• [Your objective]
When a line in the data below includes "مطهری", pick it out and copy it.

• [Data for this task]
= Beginning of Section =
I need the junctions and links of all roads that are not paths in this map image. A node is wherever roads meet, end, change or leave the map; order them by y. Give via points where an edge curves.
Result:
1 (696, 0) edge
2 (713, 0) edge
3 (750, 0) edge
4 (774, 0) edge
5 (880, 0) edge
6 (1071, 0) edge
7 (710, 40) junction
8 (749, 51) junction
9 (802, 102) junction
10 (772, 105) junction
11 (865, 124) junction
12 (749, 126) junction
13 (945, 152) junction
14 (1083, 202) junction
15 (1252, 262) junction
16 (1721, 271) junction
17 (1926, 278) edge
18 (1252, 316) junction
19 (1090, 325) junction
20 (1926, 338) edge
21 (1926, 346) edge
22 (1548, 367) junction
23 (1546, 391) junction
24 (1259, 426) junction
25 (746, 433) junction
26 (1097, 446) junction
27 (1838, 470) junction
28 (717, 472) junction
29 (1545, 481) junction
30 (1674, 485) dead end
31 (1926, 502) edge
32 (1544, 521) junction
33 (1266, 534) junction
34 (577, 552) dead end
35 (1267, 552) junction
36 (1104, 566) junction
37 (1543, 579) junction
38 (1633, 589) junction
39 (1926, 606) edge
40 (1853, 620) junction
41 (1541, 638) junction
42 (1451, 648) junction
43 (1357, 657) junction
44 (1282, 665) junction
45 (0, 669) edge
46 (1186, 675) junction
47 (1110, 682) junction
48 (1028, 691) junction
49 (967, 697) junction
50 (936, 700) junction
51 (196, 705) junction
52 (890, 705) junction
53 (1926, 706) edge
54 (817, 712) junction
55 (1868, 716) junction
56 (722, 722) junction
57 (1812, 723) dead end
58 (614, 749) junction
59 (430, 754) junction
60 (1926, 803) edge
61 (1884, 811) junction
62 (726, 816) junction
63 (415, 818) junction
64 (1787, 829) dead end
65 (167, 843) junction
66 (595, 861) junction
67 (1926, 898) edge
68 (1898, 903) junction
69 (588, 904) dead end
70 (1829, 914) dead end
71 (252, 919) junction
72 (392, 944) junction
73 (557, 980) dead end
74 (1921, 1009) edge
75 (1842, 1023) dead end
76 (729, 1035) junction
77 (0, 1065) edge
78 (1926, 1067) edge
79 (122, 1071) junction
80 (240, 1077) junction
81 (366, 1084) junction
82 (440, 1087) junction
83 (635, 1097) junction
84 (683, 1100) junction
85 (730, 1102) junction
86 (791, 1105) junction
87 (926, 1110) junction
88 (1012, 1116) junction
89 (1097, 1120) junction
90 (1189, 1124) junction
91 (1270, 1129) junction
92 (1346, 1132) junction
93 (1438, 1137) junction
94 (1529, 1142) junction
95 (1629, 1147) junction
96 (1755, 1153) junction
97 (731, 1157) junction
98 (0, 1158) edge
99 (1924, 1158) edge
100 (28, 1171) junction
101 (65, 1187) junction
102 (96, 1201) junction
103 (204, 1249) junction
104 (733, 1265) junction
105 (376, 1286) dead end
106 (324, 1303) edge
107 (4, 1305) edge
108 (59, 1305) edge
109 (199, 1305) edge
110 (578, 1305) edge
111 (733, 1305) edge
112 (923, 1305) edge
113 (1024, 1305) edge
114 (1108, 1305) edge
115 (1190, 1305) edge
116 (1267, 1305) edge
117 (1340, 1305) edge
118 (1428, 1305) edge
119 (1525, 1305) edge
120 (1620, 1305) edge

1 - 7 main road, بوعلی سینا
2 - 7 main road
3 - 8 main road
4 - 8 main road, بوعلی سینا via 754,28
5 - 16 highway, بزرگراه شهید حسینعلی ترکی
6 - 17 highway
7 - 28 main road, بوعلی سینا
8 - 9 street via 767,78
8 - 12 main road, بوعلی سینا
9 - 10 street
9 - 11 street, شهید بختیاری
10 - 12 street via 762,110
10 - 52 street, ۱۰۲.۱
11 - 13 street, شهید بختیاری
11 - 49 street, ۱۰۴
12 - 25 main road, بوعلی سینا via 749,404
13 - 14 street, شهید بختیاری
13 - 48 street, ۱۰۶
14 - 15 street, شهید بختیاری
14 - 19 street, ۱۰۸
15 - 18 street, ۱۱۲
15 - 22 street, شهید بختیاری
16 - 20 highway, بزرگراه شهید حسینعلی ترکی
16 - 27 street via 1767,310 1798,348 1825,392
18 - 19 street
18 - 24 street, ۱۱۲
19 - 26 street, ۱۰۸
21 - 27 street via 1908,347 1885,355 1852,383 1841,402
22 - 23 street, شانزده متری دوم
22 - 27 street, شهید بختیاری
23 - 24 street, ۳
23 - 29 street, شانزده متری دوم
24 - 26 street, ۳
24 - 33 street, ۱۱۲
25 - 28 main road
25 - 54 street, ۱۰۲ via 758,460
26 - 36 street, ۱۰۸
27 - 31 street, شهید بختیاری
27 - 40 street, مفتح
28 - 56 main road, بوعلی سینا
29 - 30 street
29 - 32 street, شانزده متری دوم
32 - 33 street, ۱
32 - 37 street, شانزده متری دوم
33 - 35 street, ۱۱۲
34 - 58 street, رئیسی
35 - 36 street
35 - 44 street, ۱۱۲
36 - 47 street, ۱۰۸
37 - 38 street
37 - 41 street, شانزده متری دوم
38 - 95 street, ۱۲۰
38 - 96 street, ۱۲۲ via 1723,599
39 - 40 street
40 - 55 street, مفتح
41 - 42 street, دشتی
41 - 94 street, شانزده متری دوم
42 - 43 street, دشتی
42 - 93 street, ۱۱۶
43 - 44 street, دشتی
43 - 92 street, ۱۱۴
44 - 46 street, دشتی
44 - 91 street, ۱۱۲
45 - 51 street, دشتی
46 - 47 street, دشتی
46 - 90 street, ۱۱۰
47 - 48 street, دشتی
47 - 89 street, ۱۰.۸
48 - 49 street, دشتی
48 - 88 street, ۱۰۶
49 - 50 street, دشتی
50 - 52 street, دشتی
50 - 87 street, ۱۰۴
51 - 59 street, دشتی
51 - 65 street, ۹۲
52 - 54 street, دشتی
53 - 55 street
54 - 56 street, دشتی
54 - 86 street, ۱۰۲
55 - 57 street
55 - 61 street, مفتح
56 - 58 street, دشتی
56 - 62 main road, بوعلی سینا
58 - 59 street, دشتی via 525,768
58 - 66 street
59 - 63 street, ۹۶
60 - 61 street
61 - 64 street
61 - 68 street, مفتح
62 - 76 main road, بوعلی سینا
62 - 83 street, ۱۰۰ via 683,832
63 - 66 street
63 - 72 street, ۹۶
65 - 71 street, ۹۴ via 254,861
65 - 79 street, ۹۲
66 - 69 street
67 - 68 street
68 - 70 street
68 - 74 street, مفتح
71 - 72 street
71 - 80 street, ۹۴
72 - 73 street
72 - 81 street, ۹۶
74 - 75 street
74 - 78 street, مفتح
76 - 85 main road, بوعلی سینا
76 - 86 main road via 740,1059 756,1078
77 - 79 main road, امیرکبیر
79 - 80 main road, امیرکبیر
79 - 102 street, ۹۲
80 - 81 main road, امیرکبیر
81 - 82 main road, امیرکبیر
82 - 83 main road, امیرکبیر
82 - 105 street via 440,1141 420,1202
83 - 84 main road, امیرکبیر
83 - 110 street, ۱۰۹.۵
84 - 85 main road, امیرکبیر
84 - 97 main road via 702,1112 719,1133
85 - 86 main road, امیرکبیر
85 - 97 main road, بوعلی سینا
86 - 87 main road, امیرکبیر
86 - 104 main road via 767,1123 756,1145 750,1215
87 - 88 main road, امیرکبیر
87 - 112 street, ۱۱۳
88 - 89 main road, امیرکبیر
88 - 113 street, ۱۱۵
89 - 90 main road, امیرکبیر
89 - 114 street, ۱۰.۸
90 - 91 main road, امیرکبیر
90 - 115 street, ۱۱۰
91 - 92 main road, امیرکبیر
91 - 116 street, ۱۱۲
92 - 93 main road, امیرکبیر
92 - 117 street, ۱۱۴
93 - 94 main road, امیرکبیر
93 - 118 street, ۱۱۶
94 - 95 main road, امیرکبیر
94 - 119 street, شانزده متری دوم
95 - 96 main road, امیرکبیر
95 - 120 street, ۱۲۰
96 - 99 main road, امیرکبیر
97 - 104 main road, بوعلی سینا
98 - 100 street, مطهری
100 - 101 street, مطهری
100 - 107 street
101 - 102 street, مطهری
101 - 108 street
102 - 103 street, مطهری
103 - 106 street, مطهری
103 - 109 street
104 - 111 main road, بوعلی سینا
= End of Section =
• [Problem solution]
98 - 100 street, مطهری
100 - 101 street, مطهری
101 - 102 street, مطهری
102 - 103 street, مطهری
103 - 106 street, مطهری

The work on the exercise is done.